Baseball America

Padres, Rangers dump Nevin, Park on each other

By Jim Callis
July 30, 2005

The Padres had completed trades for Phil Nevin twice before, only to have him veto moves that would have sent him to the Reds for Ken Griffey Jr. and to the Orioles for Sidney Ponson. The Rangers regretted signing Chan Ho Park to a five-year, $65 million contract shortly after he began pitching for them in 2002. On Saturday, both clubs finally jettisoned their unwanted players by sending them to each other.

Texas also sent cash to San Diego to help cover the difference in the salaries remaining for Nevin and Park, but reportedly will save $1 million in the deal. Nevin is making $9 million this year and $10 million in 2006 as his four-year, $34 million contract comes to an end. Park had $13 million salaries both this year and next.

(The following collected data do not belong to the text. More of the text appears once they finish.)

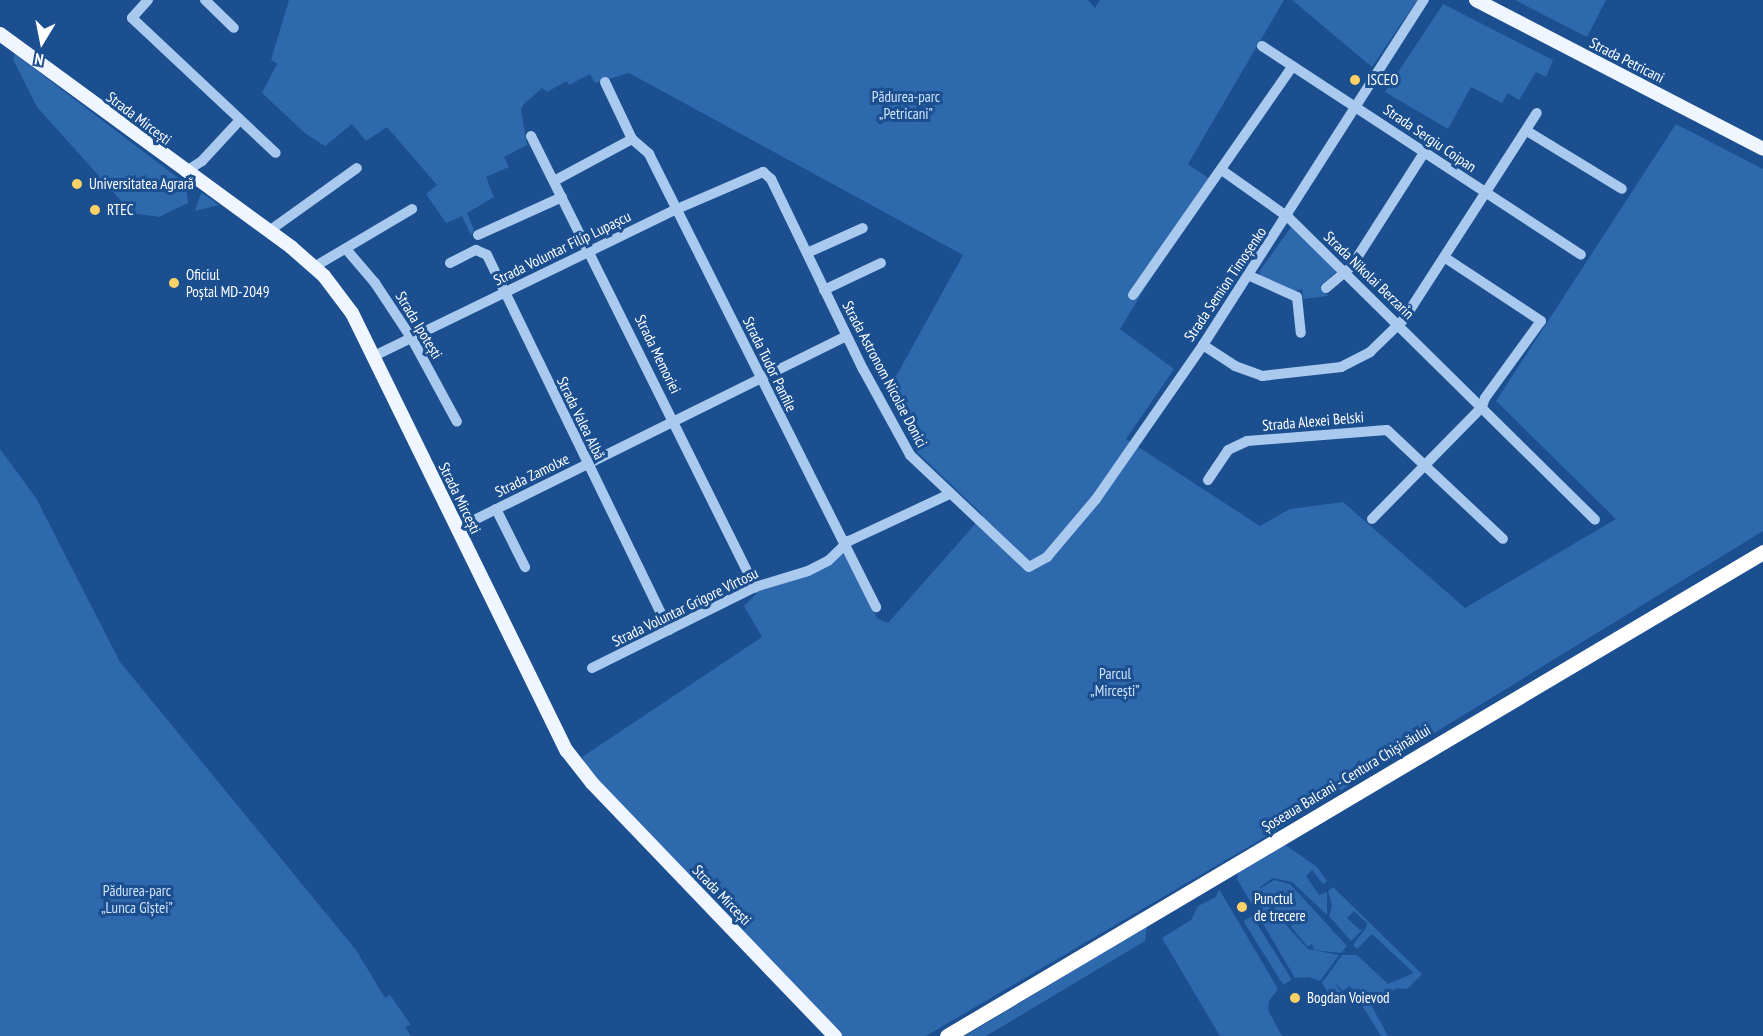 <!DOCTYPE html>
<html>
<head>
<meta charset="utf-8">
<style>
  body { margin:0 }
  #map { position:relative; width:1763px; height:1036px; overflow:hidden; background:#1b4f8f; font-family:"PT Sans Narrow",sans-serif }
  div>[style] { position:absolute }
  .green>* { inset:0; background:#2e69ad; transform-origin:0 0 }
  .minor>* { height:10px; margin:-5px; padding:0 5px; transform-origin:5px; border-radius:5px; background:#a9c9ee }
  .major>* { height:14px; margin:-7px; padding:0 7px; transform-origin:7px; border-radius:7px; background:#f0f6ff }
  .highway>* { height:15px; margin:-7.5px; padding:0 7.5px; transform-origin:7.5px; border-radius:7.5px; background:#fff }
  .dots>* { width:16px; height:16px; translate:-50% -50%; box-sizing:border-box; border:3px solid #1b4f8f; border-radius:50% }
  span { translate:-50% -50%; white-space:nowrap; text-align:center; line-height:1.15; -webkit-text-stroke:6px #1b4f8f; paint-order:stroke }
  .street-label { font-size:15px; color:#fff }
  .poi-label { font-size:15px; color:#fff }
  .left { translate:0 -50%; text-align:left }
  .park-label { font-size:15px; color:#cfe3fa }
  .north { position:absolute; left:12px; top:12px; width:60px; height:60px; -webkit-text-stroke:4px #1b4f8f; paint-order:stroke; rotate:190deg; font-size:16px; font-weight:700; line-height:24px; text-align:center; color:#fff }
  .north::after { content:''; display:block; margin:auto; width:21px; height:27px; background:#fff; clip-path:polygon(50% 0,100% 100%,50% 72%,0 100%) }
</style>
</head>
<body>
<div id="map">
  <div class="green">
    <i style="clip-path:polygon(289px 0,1088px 0,1095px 8px,1100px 0,1284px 0,1188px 164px,1211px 180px,1120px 329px,1174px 369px,1126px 439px,1260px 526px,1290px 509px,1343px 502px,1465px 608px,1616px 519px,1496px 401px,1676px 124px,1763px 169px,1763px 531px,1265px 837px,926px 1036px,841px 1036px,592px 779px,582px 757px,762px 637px,744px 606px,760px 590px,843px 553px,877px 618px,888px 623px,983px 515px,916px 451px,888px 391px,963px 255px,629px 73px,595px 83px,590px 74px,569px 85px,567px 81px,547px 92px,542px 88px,524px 104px,521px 109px,527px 145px,504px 157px,509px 167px,486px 177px,494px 197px,467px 213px,474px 230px,471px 235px,462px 216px,446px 223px,426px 194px,437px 185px,387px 127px,366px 141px,352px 124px,325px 146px,306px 134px,262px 93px,277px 64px,271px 60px)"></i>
    <i style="clip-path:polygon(1292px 0,1417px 0,1372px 67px)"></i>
    <i style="clip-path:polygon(1515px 0,1606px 0,1587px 37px)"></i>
    <i style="clip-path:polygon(1443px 4px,1553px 60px,1546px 77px,1536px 72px,1519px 100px,1508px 93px,1502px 103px,1471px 87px,1448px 129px,1385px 92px)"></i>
    <i style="clip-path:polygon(15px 54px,186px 184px,188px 203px,159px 217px,132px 213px,37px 107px,13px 59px)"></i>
    <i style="clip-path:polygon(201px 193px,202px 193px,219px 205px,195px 211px)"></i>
    <i style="clip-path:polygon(1291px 227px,1334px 268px,1336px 272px,1320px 286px,1328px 296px,1303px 299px,1302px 289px,1295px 291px,1262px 278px,1259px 272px)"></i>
    <i style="clip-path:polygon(0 449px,36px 498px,120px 662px,356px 950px,385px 998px,390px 995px,411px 1025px,405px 1027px,411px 1036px,0 1036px)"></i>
    <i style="clip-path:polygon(1284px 844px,1317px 867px,1327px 881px,1323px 884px,1312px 870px,1306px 876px,1319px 895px,1327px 892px,1327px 915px,1292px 882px,1273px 878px,1260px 887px,1265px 900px,1254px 908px,1237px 879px,1238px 872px)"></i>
    <i style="clip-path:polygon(1274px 880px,1290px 884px,1347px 946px,1341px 953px,1314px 950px,1312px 944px,1308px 947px,1291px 927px,1293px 923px,1289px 920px,1288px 925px,1267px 900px,1261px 888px)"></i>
    <i style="clip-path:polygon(1333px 887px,1422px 974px,1407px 989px,1397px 988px,1369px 1001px,1388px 1036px,1381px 1036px,1350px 986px,1343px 991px,1334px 982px,1341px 992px,1331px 998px,1322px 983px,1342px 955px,1357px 955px,1388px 984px,1414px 973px,1372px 934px,1357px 949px,1353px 945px,1366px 928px,1367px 923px,1354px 911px,1347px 918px,1360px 930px,1364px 928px,1351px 941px,1329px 916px,1332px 906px,1328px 891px)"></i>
    <i style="clip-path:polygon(1219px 889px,1278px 989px,1269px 1001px,1268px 1010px,1282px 1036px,1220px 1036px,1162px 938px,1191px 920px,1198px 906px,1216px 897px)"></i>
    <i style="clip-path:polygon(1267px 904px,1308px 949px,1339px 955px,1320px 981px,1309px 977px,1295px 978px,1255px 910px)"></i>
    <i style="left:1252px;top:916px;width:75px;height:10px;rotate:58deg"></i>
    <i style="clip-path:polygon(1147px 926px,1145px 941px,986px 1036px,965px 1036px)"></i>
  </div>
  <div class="minor">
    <i style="left:148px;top:0;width:24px;rotate:132deg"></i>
    <i style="left:132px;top:18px;width:197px;rotate:43.2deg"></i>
    <i style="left:205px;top:0;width:40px;rotate:44deg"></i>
    <i style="left:1262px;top:46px;width:381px;rotate:33.2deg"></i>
    <i style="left:605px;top:82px;width:63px;rotate:64.7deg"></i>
    <i style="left:632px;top:139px;width:23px;rotate:41deg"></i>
    <i style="left:649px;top:154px;width:507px;rotate:63.38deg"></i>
    <i style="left:1527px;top:131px;width:111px;rotate:31.4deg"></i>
    <i style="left:531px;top:136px;width:504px;rotate:63.59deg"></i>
    <i style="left:1223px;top:171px;width:80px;rotate:35.3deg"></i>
    <i style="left:1288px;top:217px;width:431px;rotate:44.6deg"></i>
    <i style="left:185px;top:172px;width:20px;rotate:-33deg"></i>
    <i style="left:202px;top:161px;width:53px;rotate:-47.3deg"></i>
    <i style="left:554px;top:181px;width:89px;rotate:-28.3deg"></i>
    <i style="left:269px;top:231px;width:108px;rotate:-35.6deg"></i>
    <i style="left:478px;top:235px;width:92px;rotate:-24.3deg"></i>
    <i style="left:346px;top:249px;width:45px;rotate:49.5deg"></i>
    <i style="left:375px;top:283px;width:67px;rotate:56.5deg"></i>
    <i style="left:412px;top:339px;width:94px;rotate:61.5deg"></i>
    <i style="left:807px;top:253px;width:61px;rotate:-24.1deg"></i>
    <i style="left:450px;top:263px;width:29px;rotate:-27deg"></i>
    <i style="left:476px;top:250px;width:12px;rotate:24deg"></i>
    <i style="left:487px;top:255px;width:417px;rotate:64.1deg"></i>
    <i style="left:314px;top:267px;width:114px;rotate:-30.6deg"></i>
    <i style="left:1250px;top:276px;width:51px;rotate:24.1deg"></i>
    <i style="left:1297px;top:297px;width:36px;rotate:84deg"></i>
    <i style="left:1326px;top:288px;width:33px;rotate:-40deg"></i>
    <i style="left:1351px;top:267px;width:135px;rotate:-57.4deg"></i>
    <i style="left:824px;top:290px;width:63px;rotate:-25.3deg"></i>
    <i style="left:1133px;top:295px;width:279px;rotate:-55.1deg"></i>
    <i style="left:1203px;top:345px;width:38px;rotate:33deg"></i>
    <i style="left:1235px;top:366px;width:29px;rotate:20deg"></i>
    <i style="left:1262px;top:376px;width:80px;rotate:-6.5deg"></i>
    <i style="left:1341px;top:367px;width:33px;rotate:-27deg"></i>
    <i style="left:1370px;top:352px;width:47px;rotate:-44.1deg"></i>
    <i style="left:1404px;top:319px;width:245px;rotate:-57.2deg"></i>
    <i style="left:374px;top:356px;width:337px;rotate:-25.9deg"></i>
    <i style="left:677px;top:209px;width:94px;rotate:-23.3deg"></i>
    <i style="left:763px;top:172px;width:11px;rotate:41deg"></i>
    <i style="left:771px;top:179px;width:211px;rotate:64.2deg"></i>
    <i style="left:863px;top:369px;width:98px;rotate:61.3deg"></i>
    <i style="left:910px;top:455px;width:163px;rotate:43.3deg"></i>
    <i style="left:1029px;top:567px;width:21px;rotate:-29deg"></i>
    <i style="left:1047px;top:557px;width:76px;rotate:-49.8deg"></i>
    <i style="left:1096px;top:499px;width:188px;rotate:-55.2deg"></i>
    <i style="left:1203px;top:345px;width:410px;rotate:-57.4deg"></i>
    <i style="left:1208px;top:480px;width:36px;rotate:-56deg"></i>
    <i style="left:1228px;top:450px;width:21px;rotate:-25deg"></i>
    <i style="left:1247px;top:441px;width:140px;rotate:-4.5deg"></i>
    <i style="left:1387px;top:430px;width:159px;rotate:43.2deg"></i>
    <i style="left:496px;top:509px;width:65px;rotate:63.4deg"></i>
    <i style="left:1372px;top:519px;width:157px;rotate:-45.5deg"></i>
    <i style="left:1482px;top:407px;width:9px;rotate:-72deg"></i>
    <i style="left:1485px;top:398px;width:95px;rotate:-54deg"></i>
    <i style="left:1541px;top:321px;width:116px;rotate:-146.6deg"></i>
    <i style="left:456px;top:529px;width:435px;rotate:-26.3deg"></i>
    <i style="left:592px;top:668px;width:182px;rotate:-26.4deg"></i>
    <i style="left:755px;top:587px;width:55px;rotate:-16.8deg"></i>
    <i style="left:808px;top:571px;width:22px;rotate:-27deg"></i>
    <i style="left:828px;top:561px;width:29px;rotate:-44deg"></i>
    <i style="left:849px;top:541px;width:111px;rotate:-25deg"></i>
  </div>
  <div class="major">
    <i style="left:1476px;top:0;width:323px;rotate:27.4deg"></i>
    <i style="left:0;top:34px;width:361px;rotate:36.2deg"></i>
    <i style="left:291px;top:247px;width:44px;rotate:41.3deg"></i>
    <i style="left:324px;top:276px;width:46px;rotate:52.9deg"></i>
    <i style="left:352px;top:313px;width:488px;rotate:63.9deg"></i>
    <i style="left:567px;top:751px;width:41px;rotate:52deg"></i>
    <i style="left:592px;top:783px;width:351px;rotate:46.2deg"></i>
  </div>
  <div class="highway">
    <i style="left:947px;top:1036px;width:949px;rotate:-30.67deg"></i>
  </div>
  <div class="dots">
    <i style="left:1355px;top:80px;background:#ffd166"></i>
    <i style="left:77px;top:184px;background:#ffd166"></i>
    <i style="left:95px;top:210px;background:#ffd166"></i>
    <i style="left:174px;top:283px;background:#ffd166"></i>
    <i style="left:1242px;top:907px;background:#ffd166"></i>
    <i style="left:1295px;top:998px;background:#ffd166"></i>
  </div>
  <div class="street-label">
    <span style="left:1627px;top:60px;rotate:27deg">Strada Petricani</span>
    <span style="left:139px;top:118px;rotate:37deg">Strada Mircești</span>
    <span style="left:1430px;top:138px;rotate:34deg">Strada Sergiu Coipan</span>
    <span style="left:562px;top:248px;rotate:-26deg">Strada Voluntar Filip Lupașcu</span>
    <span style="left:1369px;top:275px;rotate:44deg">Strada Nikolai Berzarin</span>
    <span style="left:1225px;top:284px;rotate:-56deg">Strada Semion Timoșenko</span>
    <span style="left:419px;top:325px;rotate:59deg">Strada Ipotești</span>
    <span style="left:658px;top:354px;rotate:64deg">Strada Memoriei</span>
    <span style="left:770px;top:364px;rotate:64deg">Strada Tudor Panfile</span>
    <span style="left:885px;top:374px;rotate:62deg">Strada Astronom Nicolae Donici</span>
    <span style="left:581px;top:418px;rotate:64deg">Strada Valea Albă</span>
    <span style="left:1313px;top:421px;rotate:-5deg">Strada Alexei Belski</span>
    <span style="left:532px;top:475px;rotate:-26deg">Strada Zamolxe</span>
    <span style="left:460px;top:498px;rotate:64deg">Strada Mircești</span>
    <span style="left:685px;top:607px;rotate:-26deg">Strada Voluntar Grigore Vîrtosu</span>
    <span style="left:1346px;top:778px;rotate:-31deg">Șoseaua Balcani - Centura Chișinăului</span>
    <span style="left:722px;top:895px;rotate:46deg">Strada Mircești</span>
  </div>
  <div class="poi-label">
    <span class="left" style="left:1367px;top:80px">ISCEO</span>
    <span class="left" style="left:89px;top:184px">Universitatea Agrară</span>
    <span class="left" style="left:107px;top:210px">RTEC</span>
    <span class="left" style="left:186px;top:283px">Oficiul<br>Poștal MD-2049</span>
    <span class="left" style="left:1254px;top:907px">Punctul<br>de trecere</span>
    <span class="left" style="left:1307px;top:998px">Bogdan Voievod</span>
  </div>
  <div class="park-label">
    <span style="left:906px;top:105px">Pădurea-parc<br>„Petricani”</span>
    <span style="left:1115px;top:682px">Parcul<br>„Mircești”</span>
    <span style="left:137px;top:899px">Pădurea-parc<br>„Lunca Gîștei”</span>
  </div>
  <div class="north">N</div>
</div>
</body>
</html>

Nevin, 34, is in the midst of easily his worst season since he became a big league regular in 1999, hitting .256/.301/.399 with nine homers and 47 RBIs in 73 games. He had produced for power and average since coming to San Diego six years ago, but his bat seemingly has slowed this year. Originally a third baseman, he has better reactions and arm strength than most first basemen, and he can catch in a pinch. He’s a below-average runner. The Rangers plan on DHing Nevin against lefthanders and working him into the lineup against righties in a variety of positions. He’s a career .276/.347/.479 hitter with 183 homers and 667 RBIs in 1,059 games.

Park, a 32-year-old righthander, was a disaster in Texas, going 22-23, 5.78 in 68 starts after posting a 80-54, 3.80 mark with the Dodgers. For the first time as a Ranger he didn’t spend any time on the disabled list this year, but he continued to pitch poorly, going 8-5, 5.66 in 20 starts. He had an 80-54 strikeout-walk ratio in 110 innings, while opponents battered him for a .299 average and eight homers. Park had a fastball that could reach 95 mph and a sharp curveball when he was with Los Angeles, but his stuff deteriorated into mediocrity almost as soon as he became a Ranger. Owner of a lifetime 102-77, 4.29 record, Park will enter a struggling San Diego rotation.